There are **three** basic **types of geometry**: Euclidean, hyperbolic and elliptical.

## What geometry means?

**Geometry** is a branch of mathematics that studies the sizes, shapes, positions angles and dimensions of things. Flat shapes like squares, circles, and triangles are a part of flat **geometry** and are called 2D shapes. These shapes have only 2 dimensions, the length and the width.

## What is an example of a construct?

**Constructs** are broad concepts or topics for a study. **Constructs** can be conceptually defined in that they have meaning in theoretical terms. **Examples** of **constructs** include intelligence or life satisfaction. Variables are created by developing the **construct** into a measurable form.

## What Enable means?

: to make (someone or something) able to **do** or to be something.: to make (something) possible, practical, or easy. technical: to cause (a feature or capability of a computer) to be active or available for use.
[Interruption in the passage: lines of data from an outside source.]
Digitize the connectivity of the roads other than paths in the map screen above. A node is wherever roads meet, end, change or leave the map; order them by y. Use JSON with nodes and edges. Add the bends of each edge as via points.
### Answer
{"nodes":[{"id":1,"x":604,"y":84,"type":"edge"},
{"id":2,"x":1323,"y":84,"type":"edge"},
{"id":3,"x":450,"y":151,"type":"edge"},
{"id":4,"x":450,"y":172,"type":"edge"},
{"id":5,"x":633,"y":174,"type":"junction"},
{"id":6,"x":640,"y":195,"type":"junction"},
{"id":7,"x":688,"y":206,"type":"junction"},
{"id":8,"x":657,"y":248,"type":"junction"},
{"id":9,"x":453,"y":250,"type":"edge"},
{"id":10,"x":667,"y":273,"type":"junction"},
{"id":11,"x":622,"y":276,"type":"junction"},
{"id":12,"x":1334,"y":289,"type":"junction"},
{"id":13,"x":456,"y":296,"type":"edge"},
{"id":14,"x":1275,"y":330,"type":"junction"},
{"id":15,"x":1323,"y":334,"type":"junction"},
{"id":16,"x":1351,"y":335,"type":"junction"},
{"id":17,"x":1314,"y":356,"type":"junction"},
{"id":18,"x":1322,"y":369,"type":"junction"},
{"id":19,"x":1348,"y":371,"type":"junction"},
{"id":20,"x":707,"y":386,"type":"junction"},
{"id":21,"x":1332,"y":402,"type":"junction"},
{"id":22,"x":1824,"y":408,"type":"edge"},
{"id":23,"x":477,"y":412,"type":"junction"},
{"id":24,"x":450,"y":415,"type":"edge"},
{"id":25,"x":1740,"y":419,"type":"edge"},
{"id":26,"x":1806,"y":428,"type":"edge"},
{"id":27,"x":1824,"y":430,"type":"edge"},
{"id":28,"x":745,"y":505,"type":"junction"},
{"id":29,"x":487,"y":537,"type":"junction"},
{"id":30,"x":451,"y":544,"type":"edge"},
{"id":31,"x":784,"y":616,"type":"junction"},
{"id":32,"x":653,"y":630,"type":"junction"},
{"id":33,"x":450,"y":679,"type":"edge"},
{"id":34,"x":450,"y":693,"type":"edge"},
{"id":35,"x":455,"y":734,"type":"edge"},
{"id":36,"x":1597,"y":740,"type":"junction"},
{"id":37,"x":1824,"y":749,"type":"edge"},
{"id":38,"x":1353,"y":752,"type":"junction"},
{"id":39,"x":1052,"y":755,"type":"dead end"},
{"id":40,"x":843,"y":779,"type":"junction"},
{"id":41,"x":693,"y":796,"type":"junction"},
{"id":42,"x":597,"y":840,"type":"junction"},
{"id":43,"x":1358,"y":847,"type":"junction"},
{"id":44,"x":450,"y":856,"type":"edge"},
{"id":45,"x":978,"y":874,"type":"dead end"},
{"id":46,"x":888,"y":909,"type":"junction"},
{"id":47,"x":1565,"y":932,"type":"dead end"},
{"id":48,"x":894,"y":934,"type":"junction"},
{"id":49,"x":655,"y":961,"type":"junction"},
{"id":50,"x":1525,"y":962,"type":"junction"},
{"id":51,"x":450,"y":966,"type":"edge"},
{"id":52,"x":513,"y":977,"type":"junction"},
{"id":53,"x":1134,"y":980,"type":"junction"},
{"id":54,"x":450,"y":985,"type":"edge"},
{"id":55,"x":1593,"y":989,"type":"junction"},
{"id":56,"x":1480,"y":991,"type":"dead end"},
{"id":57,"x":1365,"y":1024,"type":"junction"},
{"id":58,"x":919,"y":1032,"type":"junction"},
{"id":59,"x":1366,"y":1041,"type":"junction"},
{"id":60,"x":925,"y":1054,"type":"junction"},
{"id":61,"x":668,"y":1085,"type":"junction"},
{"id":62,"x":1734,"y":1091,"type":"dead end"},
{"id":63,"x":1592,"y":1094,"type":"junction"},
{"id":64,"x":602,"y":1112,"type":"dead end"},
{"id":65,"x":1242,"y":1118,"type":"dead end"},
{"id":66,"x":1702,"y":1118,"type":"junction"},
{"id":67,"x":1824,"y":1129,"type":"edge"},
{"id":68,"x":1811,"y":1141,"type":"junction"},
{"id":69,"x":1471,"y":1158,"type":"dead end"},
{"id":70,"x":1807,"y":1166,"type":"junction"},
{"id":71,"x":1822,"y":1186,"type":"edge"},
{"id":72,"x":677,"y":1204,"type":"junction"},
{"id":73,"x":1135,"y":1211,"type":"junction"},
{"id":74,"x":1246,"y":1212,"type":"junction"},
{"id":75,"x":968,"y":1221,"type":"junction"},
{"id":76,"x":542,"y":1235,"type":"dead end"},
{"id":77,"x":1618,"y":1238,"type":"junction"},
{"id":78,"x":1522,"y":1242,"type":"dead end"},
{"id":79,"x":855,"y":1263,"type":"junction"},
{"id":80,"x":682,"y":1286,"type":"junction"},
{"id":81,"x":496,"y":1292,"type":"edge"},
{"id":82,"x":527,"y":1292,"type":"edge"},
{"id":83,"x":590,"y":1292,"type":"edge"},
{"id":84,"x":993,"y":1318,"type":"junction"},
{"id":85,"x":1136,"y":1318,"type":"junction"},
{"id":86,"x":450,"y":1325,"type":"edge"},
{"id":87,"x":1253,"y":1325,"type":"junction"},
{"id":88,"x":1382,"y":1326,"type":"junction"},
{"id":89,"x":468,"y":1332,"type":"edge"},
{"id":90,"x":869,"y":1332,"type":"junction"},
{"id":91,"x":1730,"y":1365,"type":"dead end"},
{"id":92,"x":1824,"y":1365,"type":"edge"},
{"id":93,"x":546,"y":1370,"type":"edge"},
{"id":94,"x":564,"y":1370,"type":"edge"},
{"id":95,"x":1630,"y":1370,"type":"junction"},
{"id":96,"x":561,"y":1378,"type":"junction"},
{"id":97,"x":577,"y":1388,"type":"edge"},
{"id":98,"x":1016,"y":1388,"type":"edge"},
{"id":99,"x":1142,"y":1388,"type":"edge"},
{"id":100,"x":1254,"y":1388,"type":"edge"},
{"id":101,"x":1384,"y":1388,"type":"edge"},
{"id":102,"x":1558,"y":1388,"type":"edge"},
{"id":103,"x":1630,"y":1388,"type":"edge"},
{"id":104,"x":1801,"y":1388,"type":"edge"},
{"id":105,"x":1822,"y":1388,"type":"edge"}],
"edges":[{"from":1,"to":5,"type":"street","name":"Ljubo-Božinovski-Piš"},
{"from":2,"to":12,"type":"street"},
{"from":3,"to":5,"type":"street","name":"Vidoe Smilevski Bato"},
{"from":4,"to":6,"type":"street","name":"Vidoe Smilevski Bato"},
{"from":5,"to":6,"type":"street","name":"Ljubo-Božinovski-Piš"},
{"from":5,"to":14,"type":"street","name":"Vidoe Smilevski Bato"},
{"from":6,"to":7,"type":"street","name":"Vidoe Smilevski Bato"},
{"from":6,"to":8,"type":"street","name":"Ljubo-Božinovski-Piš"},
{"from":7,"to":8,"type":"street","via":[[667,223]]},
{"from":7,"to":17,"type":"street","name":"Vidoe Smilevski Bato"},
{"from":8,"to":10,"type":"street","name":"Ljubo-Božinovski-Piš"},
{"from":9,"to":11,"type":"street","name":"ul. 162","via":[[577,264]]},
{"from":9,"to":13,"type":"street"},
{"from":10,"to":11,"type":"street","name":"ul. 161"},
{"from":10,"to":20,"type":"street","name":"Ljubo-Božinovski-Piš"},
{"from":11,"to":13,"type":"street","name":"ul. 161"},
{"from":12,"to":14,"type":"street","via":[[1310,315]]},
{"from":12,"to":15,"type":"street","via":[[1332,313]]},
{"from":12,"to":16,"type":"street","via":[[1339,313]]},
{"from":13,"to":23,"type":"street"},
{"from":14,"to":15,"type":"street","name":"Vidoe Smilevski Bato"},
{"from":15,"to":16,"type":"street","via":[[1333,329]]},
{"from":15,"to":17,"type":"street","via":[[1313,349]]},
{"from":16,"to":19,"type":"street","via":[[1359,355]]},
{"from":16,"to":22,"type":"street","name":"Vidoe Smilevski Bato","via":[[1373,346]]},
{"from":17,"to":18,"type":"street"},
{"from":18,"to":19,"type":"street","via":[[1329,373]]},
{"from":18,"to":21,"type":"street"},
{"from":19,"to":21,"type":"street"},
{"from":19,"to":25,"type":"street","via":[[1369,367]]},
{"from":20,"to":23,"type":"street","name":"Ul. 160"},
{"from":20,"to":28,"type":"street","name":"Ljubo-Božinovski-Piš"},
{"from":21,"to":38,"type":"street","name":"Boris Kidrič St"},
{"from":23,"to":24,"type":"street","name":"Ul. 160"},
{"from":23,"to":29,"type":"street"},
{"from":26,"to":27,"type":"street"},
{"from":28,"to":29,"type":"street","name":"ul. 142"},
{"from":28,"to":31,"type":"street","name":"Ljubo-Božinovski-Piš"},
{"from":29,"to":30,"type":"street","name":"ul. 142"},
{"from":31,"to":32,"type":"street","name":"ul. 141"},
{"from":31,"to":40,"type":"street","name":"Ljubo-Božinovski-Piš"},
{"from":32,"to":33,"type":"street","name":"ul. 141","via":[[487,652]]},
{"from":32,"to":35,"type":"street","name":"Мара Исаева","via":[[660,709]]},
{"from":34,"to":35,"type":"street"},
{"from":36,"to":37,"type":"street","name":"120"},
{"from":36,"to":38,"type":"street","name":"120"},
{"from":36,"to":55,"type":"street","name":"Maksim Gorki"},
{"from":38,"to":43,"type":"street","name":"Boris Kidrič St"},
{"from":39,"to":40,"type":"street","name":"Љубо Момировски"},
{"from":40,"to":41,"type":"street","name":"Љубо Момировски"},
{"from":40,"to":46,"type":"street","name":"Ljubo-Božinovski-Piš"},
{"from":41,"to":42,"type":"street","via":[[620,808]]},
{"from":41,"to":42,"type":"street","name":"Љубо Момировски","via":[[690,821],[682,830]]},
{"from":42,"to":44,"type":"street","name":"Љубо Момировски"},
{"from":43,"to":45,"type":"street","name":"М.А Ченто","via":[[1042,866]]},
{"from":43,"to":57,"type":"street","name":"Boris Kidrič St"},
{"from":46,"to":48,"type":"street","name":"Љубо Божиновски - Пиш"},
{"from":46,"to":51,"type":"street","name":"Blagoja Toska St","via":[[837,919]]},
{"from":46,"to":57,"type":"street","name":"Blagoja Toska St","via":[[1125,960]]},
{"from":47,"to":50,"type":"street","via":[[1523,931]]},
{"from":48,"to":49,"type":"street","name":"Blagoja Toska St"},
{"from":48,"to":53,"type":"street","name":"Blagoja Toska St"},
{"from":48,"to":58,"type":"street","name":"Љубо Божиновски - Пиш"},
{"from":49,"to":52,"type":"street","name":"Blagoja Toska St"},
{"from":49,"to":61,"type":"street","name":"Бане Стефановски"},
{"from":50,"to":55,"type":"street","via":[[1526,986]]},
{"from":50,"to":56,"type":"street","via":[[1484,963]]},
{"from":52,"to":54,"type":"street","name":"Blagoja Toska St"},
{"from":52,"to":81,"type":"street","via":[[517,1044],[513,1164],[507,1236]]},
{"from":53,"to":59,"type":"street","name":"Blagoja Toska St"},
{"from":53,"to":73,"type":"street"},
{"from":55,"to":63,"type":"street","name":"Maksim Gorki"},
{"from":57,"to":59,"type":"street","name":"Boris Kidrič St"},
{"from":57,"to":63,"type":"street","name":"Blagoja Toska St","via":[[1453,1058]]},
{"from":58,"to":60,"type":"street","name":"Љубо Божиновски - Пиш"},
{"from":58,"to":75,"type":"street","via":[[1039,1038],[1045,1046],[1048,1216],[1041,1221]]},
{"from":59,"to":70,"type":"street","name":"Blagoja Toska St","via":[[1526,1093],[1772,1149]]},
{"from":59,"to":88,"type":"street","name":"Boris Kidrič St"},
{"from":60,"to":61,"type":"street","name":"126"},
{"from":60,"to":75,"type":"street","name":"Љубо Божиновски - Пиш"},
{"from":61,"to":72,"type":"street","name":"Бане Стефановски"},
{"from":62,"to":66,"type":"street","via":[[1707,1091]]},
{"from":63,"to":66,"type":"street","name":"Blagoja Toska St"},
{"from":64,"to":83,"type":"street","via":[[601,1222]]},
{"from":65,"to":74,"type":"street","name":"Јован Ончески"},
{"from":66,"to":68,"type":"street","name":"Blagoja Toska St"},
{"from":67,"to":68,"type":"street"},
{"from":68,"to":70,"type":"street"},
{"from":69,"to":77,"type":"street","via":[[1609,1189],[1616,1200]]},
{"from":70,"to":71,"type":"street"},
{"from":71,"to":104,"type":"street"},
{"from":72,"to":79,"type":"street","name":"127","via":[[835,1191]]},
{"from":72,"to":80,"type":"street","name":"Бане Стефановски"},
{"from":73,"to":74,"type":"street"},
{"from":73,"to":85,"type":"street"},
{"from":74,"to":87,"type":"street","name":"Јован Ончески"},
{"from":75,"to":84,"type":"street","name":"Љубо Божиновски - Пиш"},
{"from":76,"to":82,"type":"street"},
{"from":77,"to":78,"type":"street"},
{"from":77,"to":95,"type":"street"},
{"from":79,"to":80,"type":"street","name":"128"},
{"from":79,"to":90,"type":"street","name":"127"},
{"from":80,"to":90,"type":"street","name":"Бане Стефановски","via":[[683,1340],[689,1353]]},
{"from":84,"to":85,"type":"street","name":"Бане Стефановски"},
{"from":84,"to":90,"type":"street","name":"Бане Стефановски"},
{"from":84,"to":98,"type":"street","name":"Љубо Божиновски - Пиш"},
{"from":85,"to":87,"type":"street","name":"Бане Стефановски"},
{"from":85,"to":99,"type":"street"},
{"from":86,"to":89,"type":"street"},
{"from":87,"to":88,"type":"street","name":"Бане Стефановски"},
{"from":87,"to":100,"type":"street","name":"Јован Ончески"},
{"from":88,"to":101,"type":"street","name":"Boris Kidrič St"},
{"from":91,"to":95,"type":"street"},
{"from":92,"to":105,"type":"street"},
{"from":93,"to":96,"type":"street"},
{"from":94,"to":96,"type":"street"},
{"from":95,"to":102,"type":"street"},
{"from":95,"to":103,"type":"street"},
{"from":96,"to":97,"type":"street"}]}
## What does crushing mean?

**Crushing** it is a common expression used when someone is doing their job particularly well, or exceeding all of their goals. Unlike the the literal **definition** of the word “**crush**” (to destroy with force to the point of injury), “**crushing** it” has an extremely positive connotation.

## What is geometry used for?

**Geometry** is one of the classical disciplines of math. Roughly translating in Greek as “Earth Measurement”, it is concerned with the properties of space and figures. It is primarily developed to be a practical guide for measuring lengths, areas, and volumes, and is still in use up to now.

## What is the importance of geometry?

**Geometry** is **important** because the world is made up of different shapes and spaces. It is broken into plane **geometry**, flat shapes like lines, circles and triangles, and solid **geometry**, solid shapes like spheres and cubes. **Geometry** helps understanding of spatial relationships.

## What are some jobs that use geometry?

**Career Information for Jobs Involving Geometry**

**Architect**.**Cartographer**and Photogrammetrist.**Drafter**.**Mechanical Engineer**.**Surveyor**.- Urban and
**Regional Planner**.

## Does a point have a size?

In modern mathematics, a **point** refers usually to an element of some set called a space. That is, a **point** is defined only by some properties, called axioms, that it must satisfy. In particular, the geometric **points do** not **have** any **length**, area, volume or any other dimensional attribute.

## How do you construct a special angle?

**Constructing Angles** of 60º, 120º, 30º and 90º

- Step 1:
**Draw**the arm PQ. - Step 2: Place the point of the compass at P and
**draw**an arc that passes through Q. - Step 3: Place the point of the compass at Q and
**draw**an arc that passes through P. Let this arc cut the arc drawn in Step 2 at R.

## Why do we learn constructions in geometry?

Not everyone who loves mathematics loves numbers. **Geometric construction** allows **you** to construct lines, angles, and polygons with the simplest of tools. **You** will need paper, a sharpened pencil, a straightedge to control your lines (to make a straight edge), and a drawing compass to swing arcs and scribe circles.